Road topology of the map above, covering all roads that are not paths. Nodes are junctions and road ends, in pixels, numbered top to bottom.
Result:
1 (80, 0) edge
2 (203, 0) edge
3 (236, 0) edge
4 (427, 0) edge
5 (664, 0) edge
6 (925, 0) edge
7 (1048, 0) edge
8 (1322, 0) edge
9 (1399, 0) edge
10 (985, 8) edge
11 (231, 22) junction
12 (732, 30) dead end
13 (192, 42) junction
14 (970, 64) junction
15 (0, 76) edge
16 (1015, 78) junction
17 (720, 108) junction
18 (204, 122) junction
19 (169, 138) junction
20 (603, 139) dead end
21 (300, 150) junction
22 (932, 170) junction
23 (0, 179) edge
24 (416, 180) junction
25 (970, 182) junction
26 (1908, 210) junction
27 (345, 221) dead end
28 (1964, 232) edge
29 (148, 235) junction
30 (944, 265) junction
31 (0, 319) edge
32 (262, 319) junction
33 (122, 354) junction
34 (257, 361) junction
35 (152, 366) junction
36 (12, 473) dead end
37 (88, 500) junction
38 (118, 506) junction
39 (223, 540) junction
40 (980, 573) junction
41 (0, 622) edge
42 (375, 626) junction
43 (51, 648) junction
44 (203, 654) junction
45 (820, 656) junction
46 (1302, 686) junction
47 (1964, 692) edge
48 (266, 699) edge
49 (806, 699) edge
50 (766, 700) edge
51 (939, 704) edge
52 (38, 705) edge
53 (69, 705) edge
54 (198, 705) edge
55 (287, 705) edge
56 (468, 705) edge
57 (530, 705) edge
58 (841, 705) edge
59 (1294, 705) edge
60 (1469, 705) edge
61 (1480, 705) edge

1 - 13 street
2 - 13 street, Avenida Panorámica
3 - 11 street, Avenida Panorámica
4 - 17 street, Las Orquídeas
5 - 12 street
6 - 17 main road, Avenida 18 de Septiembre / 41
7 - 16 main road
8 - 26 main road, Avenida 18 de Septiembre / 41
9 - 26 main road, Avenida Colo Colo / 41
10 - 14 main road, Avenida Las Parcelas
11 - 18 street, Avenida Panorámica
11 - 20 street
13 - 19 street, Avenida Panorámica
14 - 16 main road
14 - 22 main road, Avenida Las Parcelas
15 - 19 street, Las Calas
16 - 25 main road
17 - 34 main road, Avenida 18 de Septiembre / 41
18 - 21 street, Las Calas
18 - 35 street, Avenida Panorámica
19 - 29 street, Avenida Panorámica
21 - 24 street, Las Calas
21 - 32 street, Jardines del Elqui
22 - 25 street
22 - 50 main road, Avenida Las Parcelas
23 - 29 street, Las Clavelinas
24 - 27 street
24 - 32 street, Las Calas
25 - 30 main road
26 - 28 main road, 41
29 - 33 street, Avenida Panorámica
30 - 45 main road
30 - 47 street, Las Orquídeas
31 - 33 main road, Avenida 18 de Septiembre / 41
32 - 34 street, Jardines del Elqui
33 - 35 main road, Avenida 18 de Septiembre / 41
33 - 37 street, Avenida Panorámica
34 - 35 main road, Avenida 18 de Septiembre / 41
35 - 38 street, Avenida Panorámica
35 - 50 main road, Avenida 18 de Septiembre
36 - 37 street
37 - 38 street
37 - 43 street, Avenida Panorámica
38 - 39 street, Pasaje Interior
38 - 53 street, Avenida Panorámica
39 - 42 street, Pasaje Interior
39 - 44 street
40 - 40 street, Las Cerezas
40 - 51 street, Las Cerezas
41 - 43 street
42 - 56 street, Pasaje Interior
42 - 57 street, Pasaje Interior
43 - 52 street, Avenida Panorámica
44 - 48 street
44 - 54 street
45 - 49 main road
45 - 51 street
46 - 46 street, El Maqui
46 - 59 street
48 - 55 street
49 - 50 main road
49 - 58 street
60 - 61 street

→ AIM OF THE TASK:
Only the count is wanted. Find the lines of the records that include the word "Elqui" and state how many.

→ ANSWER TO THIS EXERCISE:
2